- _Work to be completed_: Go through the entries below and retype them exactly, omitting each picture.

━━━━━ Exercise inputs ━━━━━

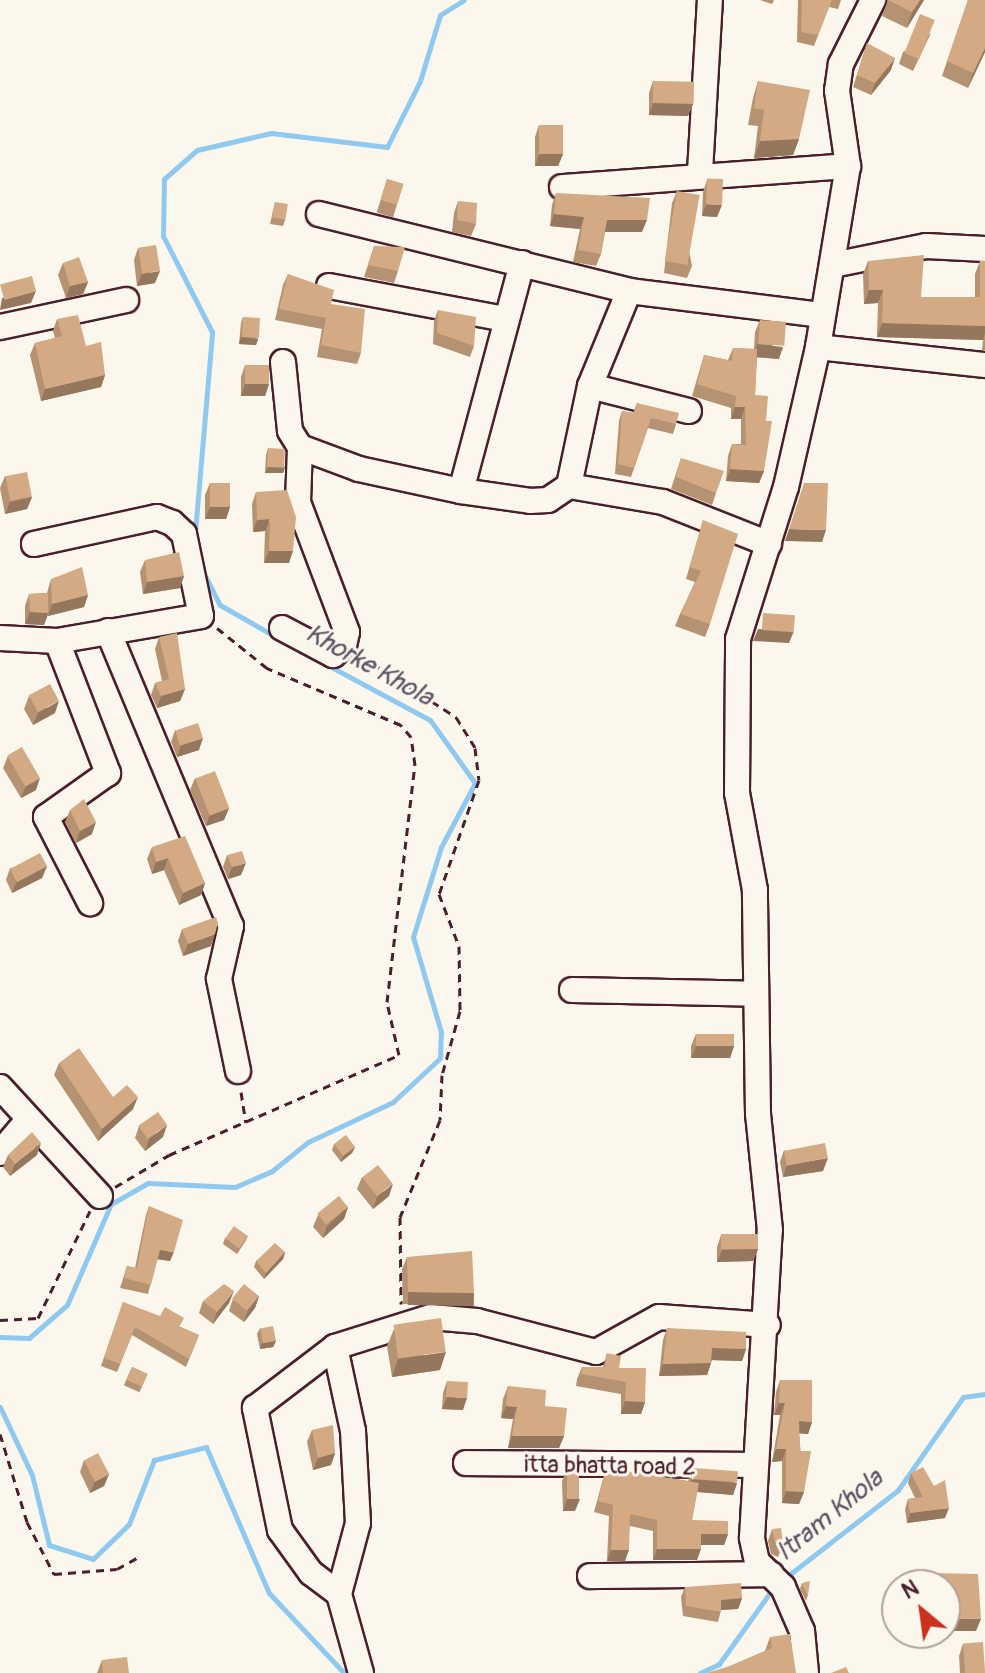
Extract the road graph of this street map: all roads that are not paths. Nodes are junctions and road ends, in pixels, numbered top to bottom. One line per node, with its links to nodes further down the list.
1 (710, 0): 4 (street)
2 (873, 0): 3 (street)
3 (848, 166): 4 (street); 9 (street)
4 (700, 172): 5 (street)
5 (562, 187)
6 (319, 214): 8 (street)
7 (985, 249): 9 (street)
8 (522, 263): 11 (street); 14 (street)
9 (833, 265): 13 (street)
10 (329, 286): 14 (street)
11 (629, 291): 13 (street); 19 (street)
12 (126, 300): 15 (street)
13 (823, 315): 16 (street)
14 (505, 319): 23 (street)
15 (0, 327)
16 (818, 347): 18 (street); 25 (street)
17 (283, 362): 21 (street)
18 (985, 365)
19 (590, 386): 20 (street); 22 (street)
20 (689, 411)
21 (300, 447): 23 (street); 26 (street)
22 (569, 486): 23 (street); 25 (street)
23 (461, 491)
24 (34, 544): 27 (street)
25 (769, 544): 32 (street)
26 (282, 628)
27 (108, 631): 29 (street); 33 (street)
28 (0, 638): 29 (street)
29 (57, 641): 30 (street)
30 (90, 903)
31 (572, 990): 32 (street)
32 (756, 994): 38 (street)
33 (238, 1071)
34 (0, 1087): 35 (street)
35 (27, 1121): 36 (street); 37 (street)
36 (0, 1153)
37 (100, 1196)
38 (768, 1325): 39 (street); 41 (street)
39 (335, 1347): 44 (street); 44 (street)
40 (466, 1463): 41 (street, itta bhatta road 2)
41 (753, 1465): 43 (street)
42 (590, 1576): 43 (street)
43 (777, 1581): 46 (street)
44 (339, 1594): 45 (street)
45 (361, 1673)
46 (806, 1673)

━━━━━

- _Reply to the task_:
Extract the road graph of this street map: all roads that are not paths. Nodes are junctions and road ends, in pixels, numbered top to bottom. One line per node, with its links to nodes further down the list.
1 (710, 0): 4 (street)
2 (873, 0): 3 (street)
3 (848, 166): 4 (street); 9 (street)
4 (700, 172): 5 (street)
5 (562, 187)
6 (319, 214): 8 (street)
7 (985, 249): 9 (street)
8 (522, 263): 11 (street); 14 (street)
9 (833, 265): 13 (street)
10 (329, 286): 14 (street)
11 (629, 291): 13 (street); 19 (street)
12 (126, 300): 15 (street)
13 (823, 315): 16 (street)
14 (505, 319): 23 (street)
15 (0, 327)
16 (818, 347): 18 (street); 25 (street)
17 (283, 362): 21 (street)
18 (985, 365)
19 (590, 386): 20 (street); 22 (street)
20 (689, 411)
21 (300, 447): 23 (street); 26 (street)
22 (569, 486): 23 (street); 25 (street)
23 (461, 491)
24 (34, 544): 27 (street)
25 (769, 544): 32 (street)
26 (282, 628)
27 (108, 631): 29 (street); 33 (street)
28 (0, 638): 29 (street)
29 (57, 641): 30 (street)
30 (90, 903)
31 (572, 990): 32 (street)
32 (756, 994): 38 (street)
33 (238, 1071)
34 (0, 1087): 35 (street)
35 (27, 1121): 36 (street); 37 (street)
36 (0, 1153)
37 (100, 1196)
38 (768, 1325): 39 (street); 41 (street)
39 (335, 1347): 44 (street); 44 (street)
40 (466, 1463): 41 (street, itta bhatta road 2)
41 (753, 1465): 43 (street)
42 (590, 1576): 43 (street)
43 (777, 1581): 46 (street)
44 (339, 1594): 45 (street)
45 (361, 1673)
46 (806, 1673)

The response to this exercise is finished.